Developing Interagency Agreements and Joint Guidelines, Policies and Procedures
Interagency agreements or guidelines can spell out how agencies will work together. Areas of collaboration might include use of common
- Screening instruments
- Intake tools
- Data collection instruments
- Performance indicators
Agreements may also define the referral process and guidelines for sharing client information. Joint guidelines can ensure that agencies are using common practices to provide care.
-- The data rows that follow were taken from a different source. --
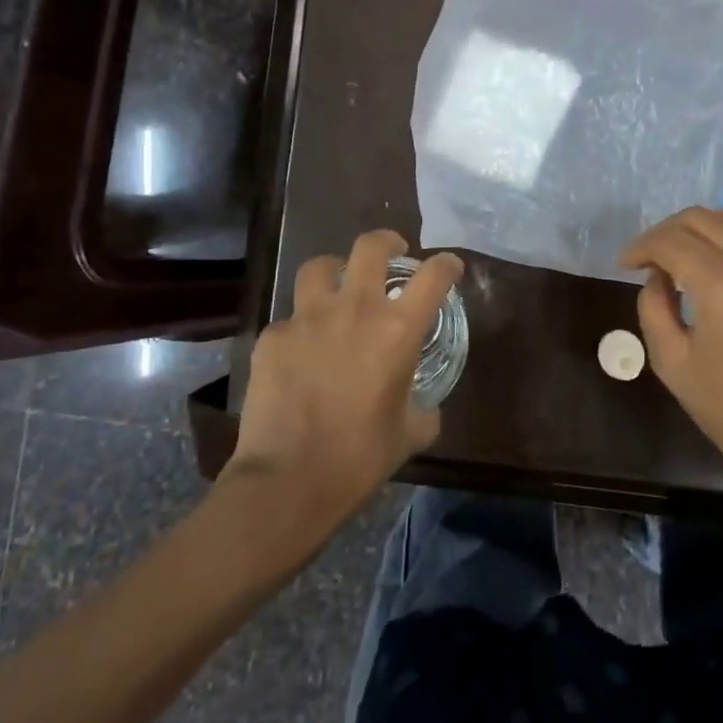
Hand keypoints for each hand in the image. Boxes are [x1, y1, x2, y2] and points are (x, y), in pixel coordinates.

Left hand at [227, 231, 462, 535]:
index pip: (433, 276)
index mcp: (397, 329)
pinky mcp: (273, 337)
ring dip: (335, 271)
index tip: (449, 268)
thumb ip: (424, 408)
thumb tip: (423, 404)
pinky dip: (301, 327)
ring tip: (337, 287)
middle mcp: (354, 309)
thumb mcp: (410, 434)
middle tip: (392, 253)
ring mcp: (308, 318)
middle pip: (370, 246)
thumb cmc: (360, 458)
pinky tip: (301, 353)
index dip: (447, 265)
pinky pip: (290, 319)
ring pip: (319, 267)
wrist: (288, 480)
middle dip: (387, 242)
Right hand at [619, 206, 722, 490]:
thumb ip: (653, 307)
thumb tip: (657, 276)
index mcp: (721, 285)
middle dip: (665, 232)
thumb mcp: (670, 361)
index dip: (640, 247)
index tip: (624, 264)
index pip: (670, 242)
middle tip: (647, 259)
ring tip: (685, 252)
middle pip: (700, 219)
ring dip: (702, 226)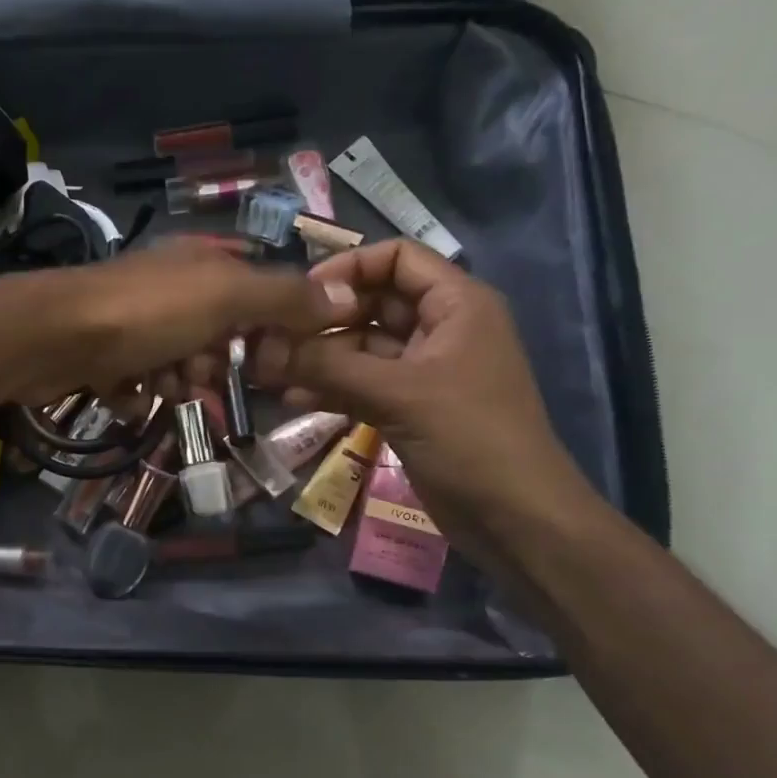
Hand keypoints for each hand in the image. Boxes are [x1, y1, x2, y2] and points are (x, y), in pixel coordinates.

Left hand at [5, 236, 356, 403]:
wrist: (51, 336)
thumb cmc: (146, 313)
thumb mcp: (225, 297)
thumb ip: (284, 298)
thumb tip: (346, 297)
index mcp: (201, 262)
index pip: (257, 291)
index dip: (270, 327)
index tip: (272, 360)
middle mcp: (169, 286)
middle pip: (217, 332)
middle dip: (216, 362)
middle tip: (203, 376)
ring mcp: (133, 320)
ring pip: (178, 361)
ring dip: (177, 381)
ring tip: (162, 386)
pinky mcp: (103, 353)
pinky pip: (138, 380)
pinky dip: (138, 392)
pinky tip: (128, 394)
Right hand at [251, 240, 597, 542]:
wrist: (514, 518)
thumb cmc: (470, 438)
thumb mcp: (399, 394)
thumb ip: (328, 367)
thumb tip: (262, 347)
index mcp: (456, 304)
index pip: (398, 259)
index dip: (349, 268)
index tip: (300, 295)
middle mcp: (439, 329)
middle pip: (372, 304)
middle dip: (322, 319)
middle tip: (271, 337)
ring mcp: (422, 371)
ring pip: (361, 349)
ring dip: (318, 358)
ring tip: (268, 369)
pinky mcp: (408, 408)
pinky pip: (362, 385)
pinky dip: (330, 389)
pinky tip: (290, 399)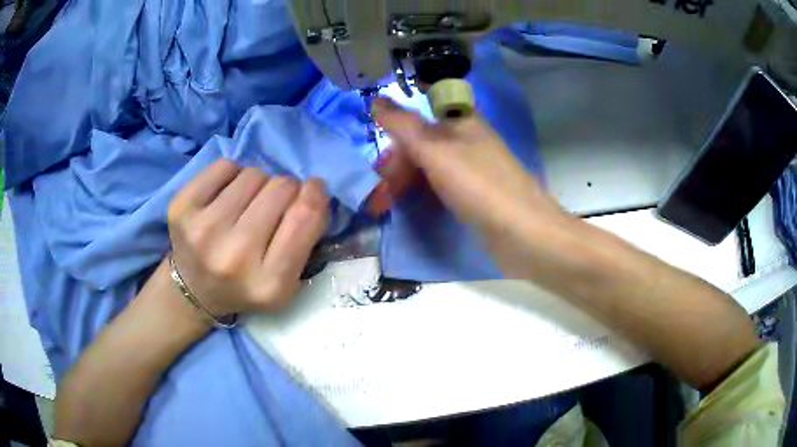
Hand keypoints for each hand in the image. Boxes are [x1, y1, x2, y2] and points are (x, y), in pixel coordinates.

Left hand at [167, 159, 328, 316]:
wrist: (194, 290)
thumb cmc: (246, 286)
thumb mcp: (286, 284)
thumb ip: (306, 240)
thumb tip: (315, 190)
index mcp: (268, 284)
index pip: (305, 217)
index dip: (316, 194)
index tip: (314, 189)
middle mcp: (234, 257)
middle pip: (281, 188)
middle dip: (287, 189)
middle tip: (276, 203)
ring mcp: (203, 230)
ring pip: (254, 173)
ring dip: (259, 183)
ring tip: (248, 203)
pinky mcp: (181, 208)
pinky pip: (225, 166)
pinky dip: (233, 175)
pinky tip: (226, 197)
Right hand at [373, 97, 561, 233]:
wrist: (522, 232)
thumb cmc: (478, 184)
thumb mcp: (434, 149)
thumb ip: (403, 124)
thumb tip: (376, 99)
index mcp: (461, 118)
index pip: (422, 103)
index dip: (397, 115)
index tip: (378, 136)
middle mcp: (466, 137)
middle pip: (422, 136)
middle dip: (397, 157)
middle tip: (381, 184)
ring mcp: (471, 165)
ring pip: (429, 161)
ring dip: (405, 176)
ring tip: (385, 201)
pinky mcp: (473, 190)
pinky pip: (439, 181)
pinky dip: (421, 188)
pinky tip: (409, 201)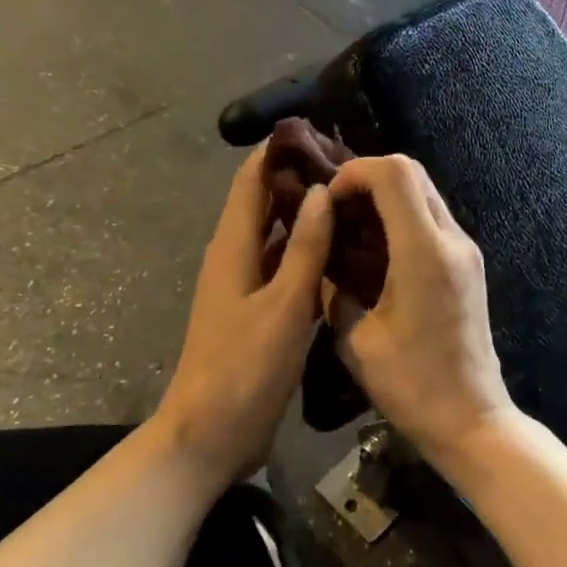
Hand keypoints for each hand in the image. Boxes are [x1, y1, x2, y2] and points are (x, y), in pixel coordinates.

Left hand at [155, 147, 333, 486]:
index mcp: (234, 247)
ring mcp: (246, 288)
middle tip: (353, 171)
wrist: (211, 433)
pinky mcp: (258, 314)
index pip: (251, 181)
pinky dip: (308, 258)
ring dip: (307, 220)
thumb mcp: (284, 305)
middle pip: (265, 205)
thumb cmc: (245, 367)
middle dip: (300, 183)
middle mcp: (236, 258)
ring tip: (356, 206)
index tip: (320, 133)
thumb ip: (305, 248)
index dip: (278, 152)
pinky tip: (343, 258)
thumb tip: (320, 191)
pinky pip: (285, 272)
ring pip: (278, 239)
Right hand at [326, 156, 515, 464]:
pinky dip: (403, 216)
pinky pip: (433, 219)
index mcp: (424, 253)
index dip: (355, 173)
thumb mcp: (356, 340)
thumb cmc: (411, 385)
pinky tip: (376, 247)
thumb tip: (325, 264)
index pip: (395, 174)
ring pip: (426, 193)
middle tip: (335, 208)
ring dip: (387, 196)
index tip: (328, 200)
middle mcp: (453, 240)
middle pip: (413, 173)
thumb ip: (335, 292)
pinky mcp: (469, 266)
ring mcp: (466, 251)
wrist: (471, 419)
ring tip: (351, 225)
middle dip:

For example:
- In South Carolina, to comply with HIPAA requirements, the Departments of Mental Health and Alcohol and Other Drug Abuse Services have signed a Memorandum of Understanding to protect the confidentiality of protected health information. The agreement also defines guidelines for collecting and sharing de-identified data among the Departments to improve treatment.(http://www.samhsa.gov/co-occurring/topics/healthcare-integration/develop-infrastructure.aspx#south-carolina-memo)
- Maine has developed a resource manual outlining clinical guidelines for integrated care. It guides policy, programs, and staffing relating to provision of services. The guidelines address eleven different areas, including screening and assessment, client records, and integrated programming. (http://www.ccsme.org/userfiles/files/ME%20Clinical%20Guidelines%202010.pdf)
- The Arizona Department of Health Services has developed a Practice Protocol that outlines best practice guidelines for assessment, treatment, and psychopharmacology of individuals with co-occurring disorders.(http://www.azdhs.gov/bhs/guidance/pph.pdf)
Refining Management Information Systems
One key to sustaining integration efforts is refining or integrating management information systems across mental health and substance abuse agencies. Integrated management information systems help states to collect data on the following:
- Prevalence of co-occurring disorders within the state
- Needs of individuals with co-occurring disorders
- Services provided to individuals with co-occurring disorders across systems
- Cost of treatment
Refinements to management information systems include coding data to allow cross-system comparisons, developing capacity to share information across systems and establishing data elements that specifically identify co-occurring disorder services.